My Ten Best Reads of 2013

When I look over the books I’ve read in 2013, I realize that very few of them were published this year. So instead of a best books of 2013, I figured I’d do a best reads of 2013. My rules were simple: these had to be books that I read for the first time in 2013 (no rereads), and they had to be books that left me feeling transformed in some powerful way. I’ve arranged the books in an order that makes sense to me, but it isn’t a ranked ordering. I loved all of these books, and I’m not claiming that any one is better than the others.

My one best read of 2013 that was actually published in 2013: Good Kings Bad Kings: A Novel by Susan Nussbaum. This novel, with multiple narrators, is set in a residential care facility for disabled teenagers. Some good things happen; many bad things happen. The individual characters are an eclectic bunch, all of whom manage to carve out lives of their own in a situation that at times seems unbearable.

My next two best reads are both pieces I included in my recent post on narrative voice. Madeline Miller’s The Song of Achilles (2012) is a lyrical retelling of the Trojan war. Nell Leyshon’s The Colour of Milk (2012) is a heart-breaking story of one young woman’s attempt in 1830 to transcend her impoverished, violent environment through the power of literacy.

Hilary Mantel’s 1998 The Giant O’Brien is  (unlike many of Mantel’s works) a quick, if heart-breaking read about a group of impoverished friends in 1782 London—one of whom makes his living as a side-show giant and whose corpse is coveted by the anatomist John Hunter.

Helen Humphrey’s 2007 The Frozen Thames straddles the fiction/non-fiction divide and is a Fabergé egg of a book: a collection of very brief, sparkling vignettes—one for each known year in which the Thames froze—based on historical sources.

Julia Alvarez’s In the Time of the Butterflies is the oldest book on my list, originally published in 1994. Like The Frozen Thames, it’s inspired by history—in this case by the story of four sisters who participate in the struggle to free Honduras from the Trujillo dictatorship.

Debra Dean’s The Madonnas of Leningrad (2007) is set in two time periods: the siege of Leningrad during WWII and the present-day U.S. This novel has a thread of magical realism running through it that comes as a delightful surprise within the context of the brutal Leningrad winter.

Ramona Ausubel’s No On Is Here Except All of Us (2012) depicts a Jewish village in Romania that attempts to write itself out of history and to begin its own history anew in order to avoid the growing anti-Jewish violence of World War II. This achingly painful work is made bearable by a remarkable thread of whimsey.

Heidi Durrow’s The Girl Who Fell from the Sky (2010) tells the story of a young woman of mixed heritage who is the only survivor of the murder of her siblings by their mother, who then committed suicide.

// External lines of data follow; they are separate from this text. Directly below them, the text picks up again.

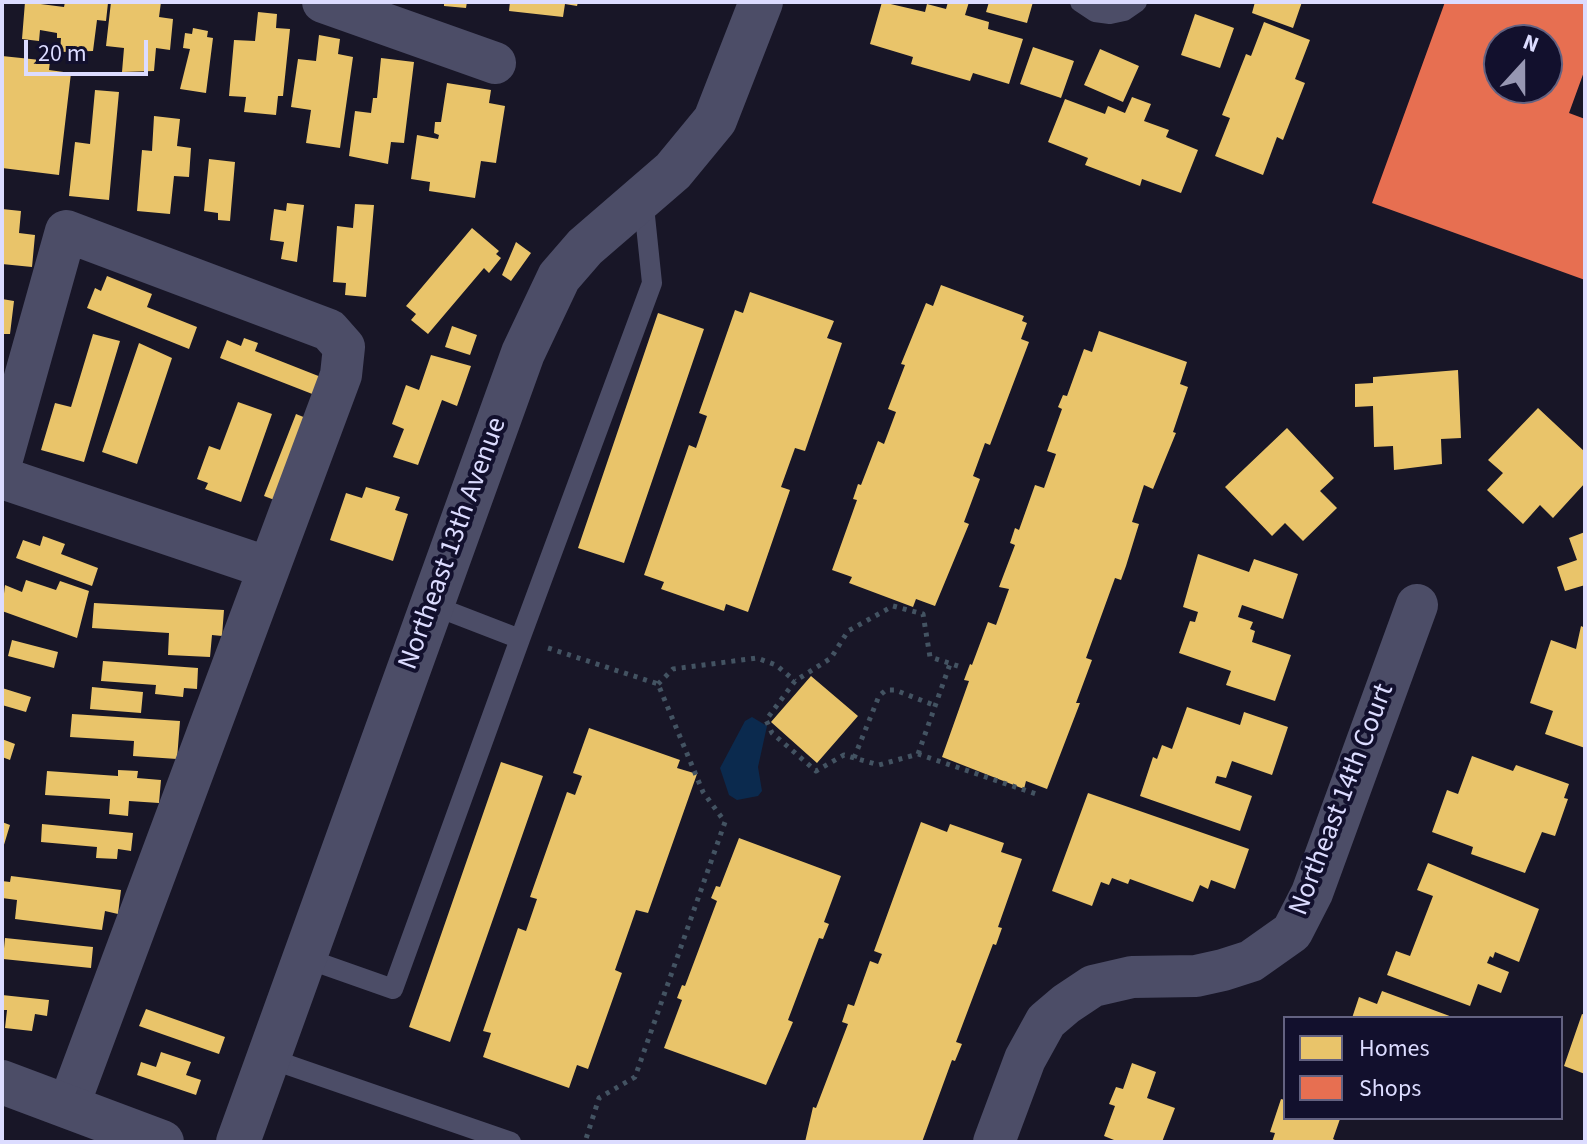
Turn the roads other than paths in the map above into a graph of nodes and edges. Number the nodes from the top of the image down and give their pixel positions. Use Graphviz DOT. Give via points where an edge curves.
graph roads {
  1 [pos="323,2"];
  2 [pos="761,2"];
  3 [pos="1080,2"];
  4 [pos="1137,2"];
  5 [pos="495,63"];
  6 [pos="643,197"];
  7 [pos="2,459"];
  8 [pos="2,478"];
  9 [pos="269,568"];
  10 [pos="432,605"];
  11 [pos="1417,605"];
  12 [pos="520,639"];
  13 [pos="305,958"];
  14 [pos="268,1058"];
  15 [pos="2,1082"];
  16 [pos="68,1107"];
  17 [pos="162,1142"];
  18 [pos="238,1142"];
  19 [pos="511,1142"];
  20 [pos="994,1142"];
  1 -- 5 [label="street"];
  2 -- 6 [label="street, Northeast 13th Avenue" via="715,120 673,171"];
  3 -- 4 [label="lane" via="1110,14"];
  6 -- 10 [label="street, Northeast 13th Avenue" via="559,277 523,353"];
  6 -- 12 [label="lane" via="652,283"];
  7 -- 9 [label="street" via="66,231 329,330 344,347 341,375"];
  8 -- 9 [label="street"];
  9 -- 16 [label="street"];
  10 -- 12 [label="lane"];
  10 -- 13 [label="street, Northeast 13th Avenue"];
  11 -- 20 [label="street, Northeast 14th Court" via="1312,893 1292,932 1251,961 1223,970 1132,977 1093,986 1066,1004 1046,1021 1025,1059"];
  12 -- 13 [label="lane" via="393,989"];
  13 -- 14 [label="street, Northeast 13th Avenue"];
  14 -- 18 [label="street, Northeast 13th Avenue"];
  14 -- 19 [label="lane"];
  15 -- 16 [label="street"];
  16 -- 17 [label="street"];
}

She’s being raised by her African American grandmother and wrestles continually with both being and not being a part of the community she now finds herself in. This book shines a light on the complex and volatile role of race in present-day America while simultaneously creating unforgettable, highly individual characters.

I’m finishing up my list with Lisa O’Donnell’s The Death of Bees which was issued in hardback in 2012 and has just been released in paperback this winter. I have been buying up the remaindered hardbacks wherever I find them because I feel compelled to share this remarkable novel with as many of my friends as possible. This book, the story of two sisters who bury their dead parents in the back yard in order to avoid being put into the foster care system, depicts a world of poverty, violence, and drug use—but this bleakness is balanced by unlikely relationships the girls build with some of the adults around them.

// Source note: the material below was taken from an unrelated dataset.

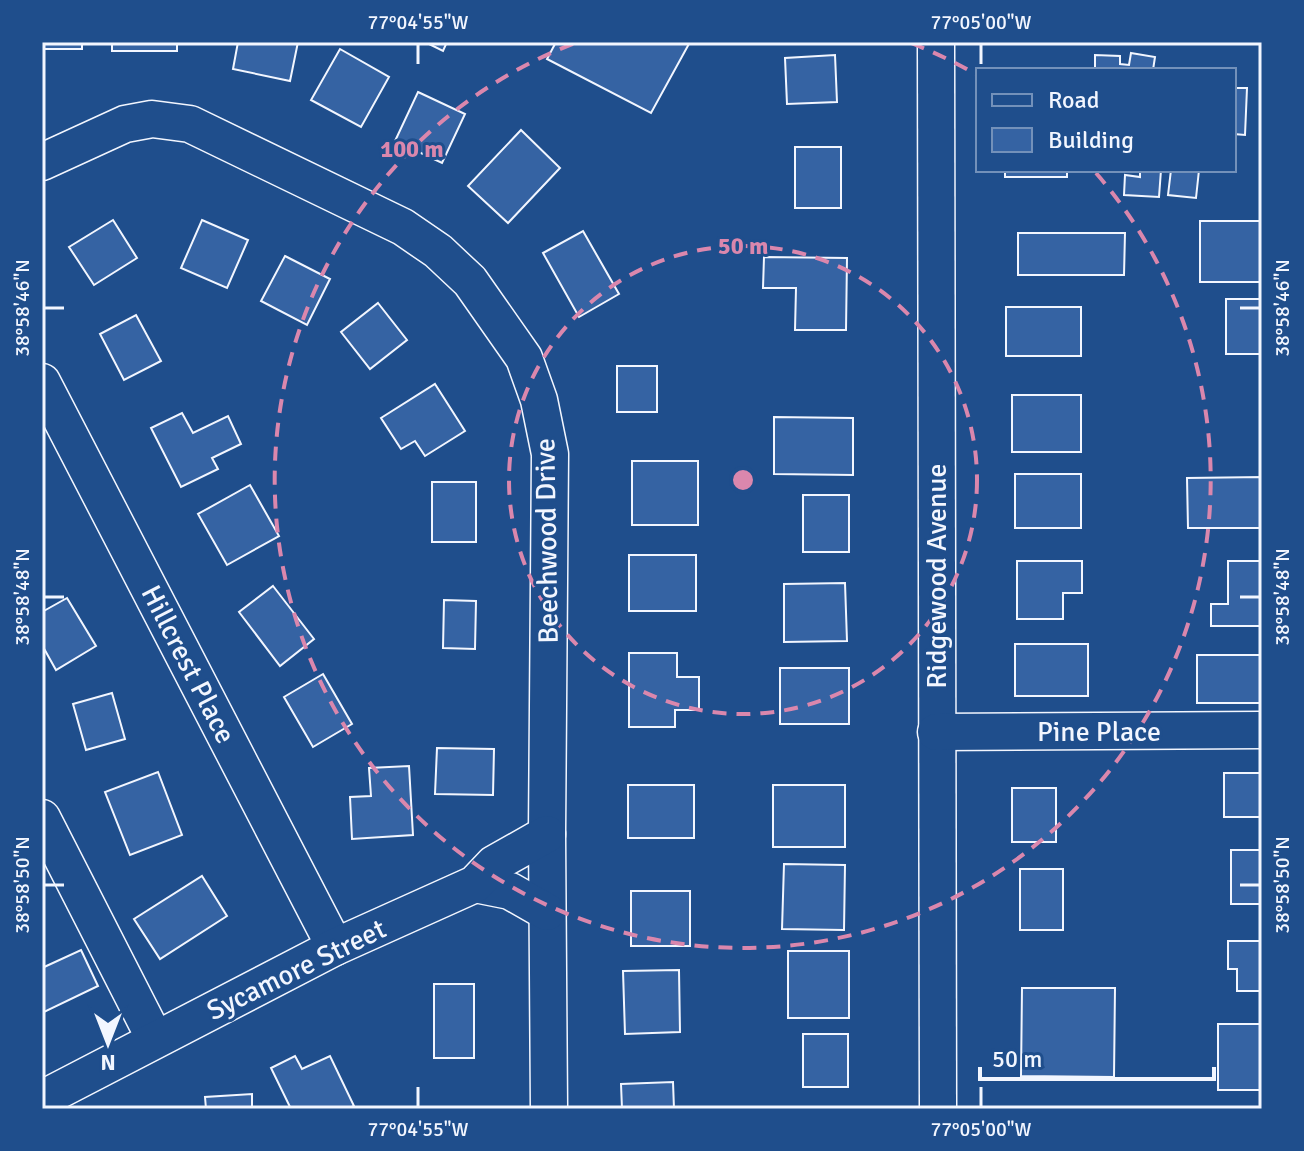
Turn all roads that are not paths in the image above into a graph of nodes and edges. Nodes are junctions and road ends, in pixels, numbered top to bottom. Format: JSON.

And there you have it. I’ve read 180+ books this year (yes, yes, a bit obsessive) and these ten beauties are the best of all of them.

3 Replies to “My Ten Best Reads of 2013”

  1. Love the abbreviated reviews. Will attack this list withg fervour in the coming months of 2014. Keep up the good work!

  2. I just finished “Death of Bees” myself and I agree with you. The girls’ resiliance in the face of disaster is haunting.

    This year, I have been very attracted to apocolyptic novels. One that I really enjoyed was “The Age of Miracles”. Another book that resonated for me was “The Fault of Our Stars” a love story about two terminally ill teenagers. It sounds grim but is inspiring. These books are probably meant for the YA audience but I found them to be rawer and deeper than many recent adult releases.

  3. I read The Song of Achilles on your recommendation here–loved it! I particularly liked the really lyrical storytelling in the first part of the book and the very end–the parts beyond Homer that are newly imagined. I liked the approach of taking the perspective of a more peripheral character, and though there was not much focus on women, I was intrigued by the relationship between Briseis and Patroclus. I did wish that there was a little more nuance and depth and exploration of the character of “swift-footed Achilles,” though.